Notes on a universal blueprint that can be used to attack and solve any machine-learning problem.

# 1. Define the Problem and Assemble a Dataset

First define the problem:
- What will your input data be? What are you trying to predict?
- What type of problem are you facing? Is it binary classification? Multiclass classification? Scalar regression? Vector regressions? Multiclass, multilable classification? Something else? Identifying the problem will guide the choice of model architecture, loss fuction, etc.

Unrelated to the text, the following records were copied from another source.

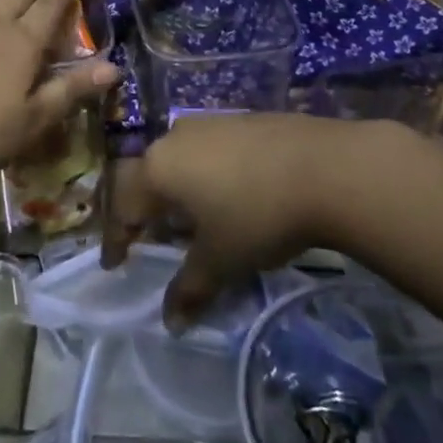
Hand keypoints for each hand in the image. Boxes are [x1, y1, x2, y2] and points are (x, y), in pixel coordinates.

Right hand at [104, 113, 379, 331]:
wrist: (327, 166)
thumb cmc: (258, 215)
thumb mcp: (221, 259)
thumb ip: (189, 288)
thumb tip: (170, 322)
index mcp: (158, 168)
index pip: (124, 207)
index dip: (117, 240)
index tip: (114, 265)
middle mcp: (175, 138)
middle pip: (147, 177)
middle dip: (144, 211)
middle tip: (148, 239)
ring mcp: (210, 123)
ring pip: (179, 161)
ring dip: (177, 191)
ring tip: (190, 220)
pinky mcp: (242, 120)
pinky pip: (208, 151)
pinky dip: (205, 175)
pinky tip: (227, 194)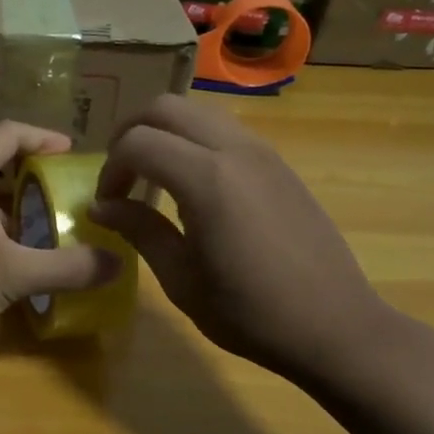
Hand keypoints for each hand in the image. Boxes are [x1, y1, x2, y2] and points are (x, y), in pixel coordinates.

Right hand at [89, 95, 394, 383]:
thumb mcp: (181, 278)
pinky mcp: (279, 164)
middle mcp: (235, 150)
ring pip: (198, 112)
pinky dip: (195, 141)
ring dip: (165, 133)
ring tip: (153, 176)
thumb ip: (139, 230)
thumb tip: (100, 207)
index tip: (107, 204)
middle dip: (131, 133)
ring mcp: (263, 152)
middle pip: (166, 107)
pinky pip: (225, 131)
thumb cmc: (248, 312)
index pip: (137, 142)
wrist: (333, 326)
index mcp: (206, 179)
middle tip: (121, 175)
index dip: (110, 169)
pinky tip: (193, 187)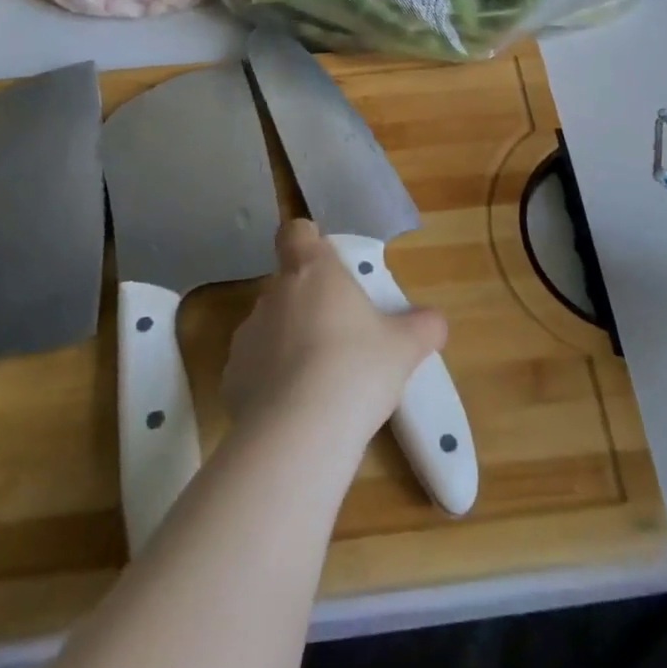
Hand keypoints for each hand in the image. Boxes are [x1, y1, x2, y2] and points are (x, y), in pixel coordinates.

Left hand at [224, 218, 447, 442]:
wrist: (299, 434)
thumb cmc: (357, 369)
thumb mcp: (404, 347)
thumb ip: (423, 326)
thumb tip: (435, 321)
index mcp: (313, 271)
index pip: (296, 233)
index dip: (306, 241)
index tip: (324, 261)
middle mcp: (274, 294)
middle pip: (287, 283)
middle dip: (308, 303)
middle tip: (340, 333)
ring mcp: (247, 335)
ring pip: (269, 326)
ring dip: (288, 342)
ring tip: (318, 379)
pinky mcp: (230, 378)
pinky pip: (254, 368)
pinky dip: (269, 381)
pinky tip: (294, 409)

You can't move on until the above is complete. Be aware of that you are assuming the following:
- Your outputs can be predicted given your inputes
- Your available data is sufficiently informative to learn the relationships between inputs and outputs

# 2. Choosing a measure of Success

Is it appropriate to measure:
- Accuracy?
- Precision and recall?
- Customer-retention rate?

The metric for success will guide the choice of a loss function: what your model will optimize. It should align with your higher-level goals.

- For balanced-classification problems, accuracy and are under the receiver operating characteristic curve (ROC AUC) are common metrics.
- For ranking problems or multilabel classification, mean average precision

Not uncommon to define your own metric to measure success.

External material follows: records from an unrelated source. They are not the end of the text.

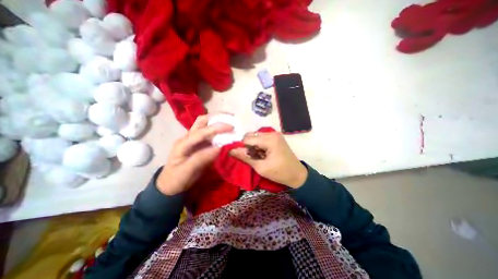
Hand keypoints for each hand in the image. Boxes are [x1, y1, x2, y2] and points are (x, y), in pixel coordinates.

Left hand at [156, 115, 232, 196]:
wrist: (170, 185)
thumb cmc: (177, 179)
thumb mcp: (187, 171)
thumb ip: (202, 158)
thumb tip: (220, 147)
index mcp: (183, 143)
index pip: (201, 132)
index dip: (217, 128)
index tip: (231, 128)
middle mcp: (188, 138)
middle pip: (201, 121)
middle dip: (216, 118)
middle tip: (231, 118)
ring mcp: (193, 140)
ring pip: (205, 125)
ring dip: (218, 122)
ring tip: (230, 122)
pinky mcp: (198, 144)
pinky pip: (209, 134)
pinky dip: (218, 131)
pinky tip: (226, 133)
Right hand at [231, 131, 307, 188]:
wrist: (297, 175)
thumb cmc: (280, 173)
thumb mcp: (261, 167)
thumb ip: (245, 157)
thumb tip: (231, 151)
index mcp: (270, 139)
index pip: (248, 138)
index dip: (241, 146)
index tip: (238, 155)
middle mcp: (272, 133)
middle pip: (252, 135)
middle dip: (247, 146)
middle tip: (249, 157)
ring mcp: (275, 134)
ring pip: (256, 136)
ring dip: (252, 145)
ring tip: (255, 156)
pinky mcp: (276, 138)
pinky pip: (262, 138)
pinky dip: (258, 145)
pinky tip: (261, 153)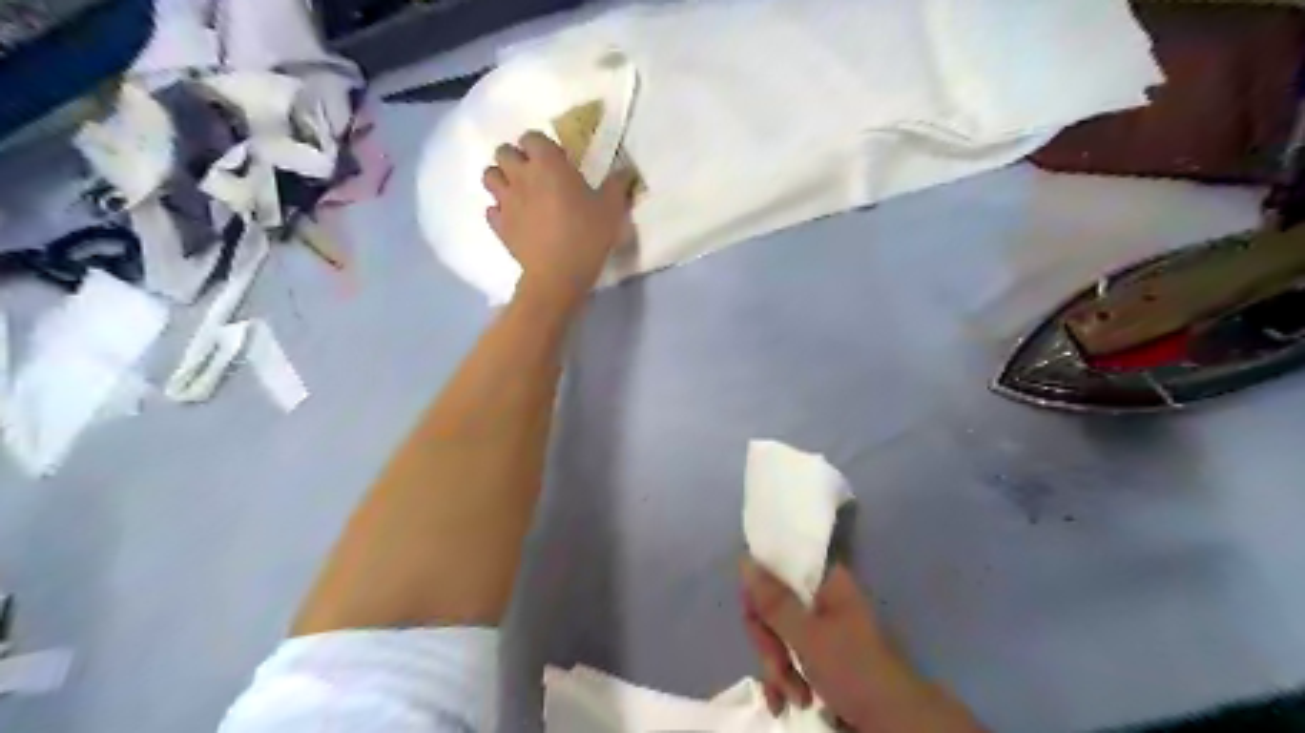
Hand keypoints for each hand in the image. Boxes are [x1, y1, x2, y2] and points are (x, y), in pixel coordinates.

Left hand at [485, 131, 637, 310]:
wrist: (558, 274)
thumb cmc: (587, 235)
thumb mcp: (612, 208)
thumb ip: (617, 185)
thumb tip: (626, 171)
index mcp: (547, 164)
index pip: (531, 137)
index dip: (541, 145)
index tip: (555, 160)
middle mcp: (521, 176)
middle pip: (504, 152)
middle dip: (516, 158)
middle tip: (535, 174)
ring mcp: (506, 201)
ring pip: (489, 176)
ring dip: (502, 179)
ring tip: (519, 192)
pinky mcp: (499, 226)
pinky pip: (491, 209)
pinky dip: (500, 210)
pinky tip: (515, 219)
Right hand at [738, 558, 985, 728]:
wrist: (895, 724)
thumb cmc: (855, 670)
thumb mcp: (809, 636)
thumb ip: (774, 601)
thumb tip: (745, 560)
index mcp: (825, 582)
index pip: (777, 570)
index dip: (759, 595)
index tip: (756, 619)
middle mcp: (821, 601)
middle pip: (772, 608)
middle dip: (770, 644)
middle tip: (779, 666)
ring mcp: (820, 632)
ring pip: (776, 638)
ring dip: (777, 669)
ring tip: (795, 697)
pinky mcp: (819, 660)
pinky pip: (786, 660)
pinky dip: (783, 682)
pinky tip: (786, 704)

# 3. Deciding on an Evaluation Protocol

Choose one of the 3 common evaluation proceedures:
- Hold-out validation
- K-fold cross-validation
- Iterated K-fold validation

# 4. Preparing your Data

- Data should be formatted as tensors
- Values taken by these tensors should usually be scaled to small values
- If the data is heterogeneous, normalize it
- Do some feature engineering, especially for small-data problems

# 5. Developing a model that does better than a baseline

The goal at this stage is to achieve *statistical power* (beat a dumb baseline). It isn't always possible to do this. If you can't beat the random baseline after trying multiple reasonable architectures, it may be that the answer to the question you're asking isn't present in the input data. In this case, it's back to the drawing board.

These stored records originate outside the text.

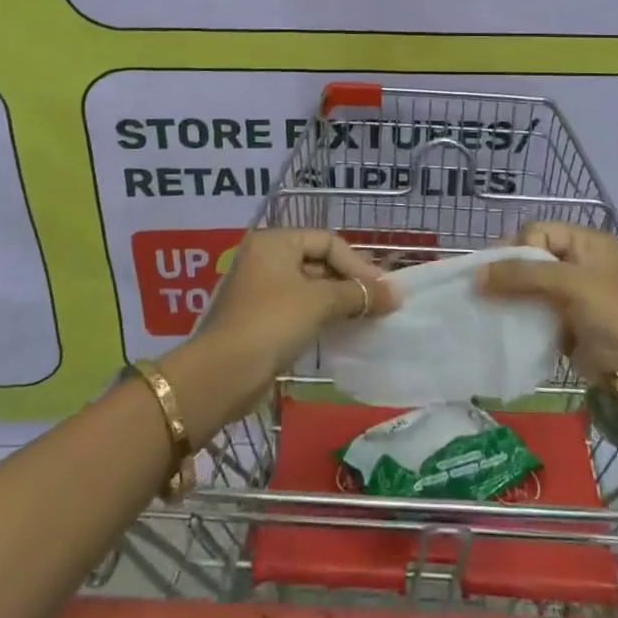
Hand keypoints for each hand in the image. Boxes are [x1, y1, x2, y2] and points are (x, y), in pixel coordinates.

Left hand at [165, 229, 395, 434]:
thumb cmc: (272, 323)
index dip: (357, 264)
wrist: (223, 375)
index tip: (382, 289)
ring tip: (366, 316)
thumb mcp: (319, 302)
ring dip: (338, 299)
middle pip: (318, 261)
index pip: (327, 241)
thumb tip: (395, 295)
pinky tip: (341, 329)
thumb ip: (357, 295)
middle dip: (350, 280)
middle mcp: (265, 258)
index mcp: (275, 242)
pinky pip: (298, 307)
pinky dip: (321, 314)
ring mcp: (260, 289)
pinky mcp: (260, 318)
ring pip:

If things go well, you'll need to make 3 key choices to build a first working model:
- *Last-layer activation*: This establishes useful constraints on the network's output.
- *Loss function*: This should match the type of problem you're trying to solve.
- *Optimization configuration*: What optimizer will you use? What will its learning rate be?

This table can you help you choose last-layer activation and loss fuction for a few common problem types:
| Problem Type | Last-layer activation | Loss function |
| ------------ | --------------------- | ------------- |
| Binary classification | `sigmoid` | `binary_crossentropy` |
| Multiclass, single-label classification | `softmax` | `categorical_crossentropy` |
| Multiclass, multilabel classification | `sigmoid` | `binary_crossentropy` |
| Regression to arbitrary values | None | `mse` |
| Regression to values between 0 and 1 | `sigmoid` | `mse` or `binary_crossentropy` |

# 6. Scaling Up: developing a model that overfits

Consider:
- Is your model sufficiently powerful?
- Does it have enough layers and parameters to properly model the problem?

To figure out where the border between underfitting and overfitting is, you must first cross it.

To figure out how big a model you'll need, you must develop a model that overfits.
- add layers
- make the layers bigger
- train for more epochs

# 7. Regularizing your model and turning your hyperparameters

This step will take most of your time. You'll repeatedly modify your model, train it, evaluate it, modify it again, repeat...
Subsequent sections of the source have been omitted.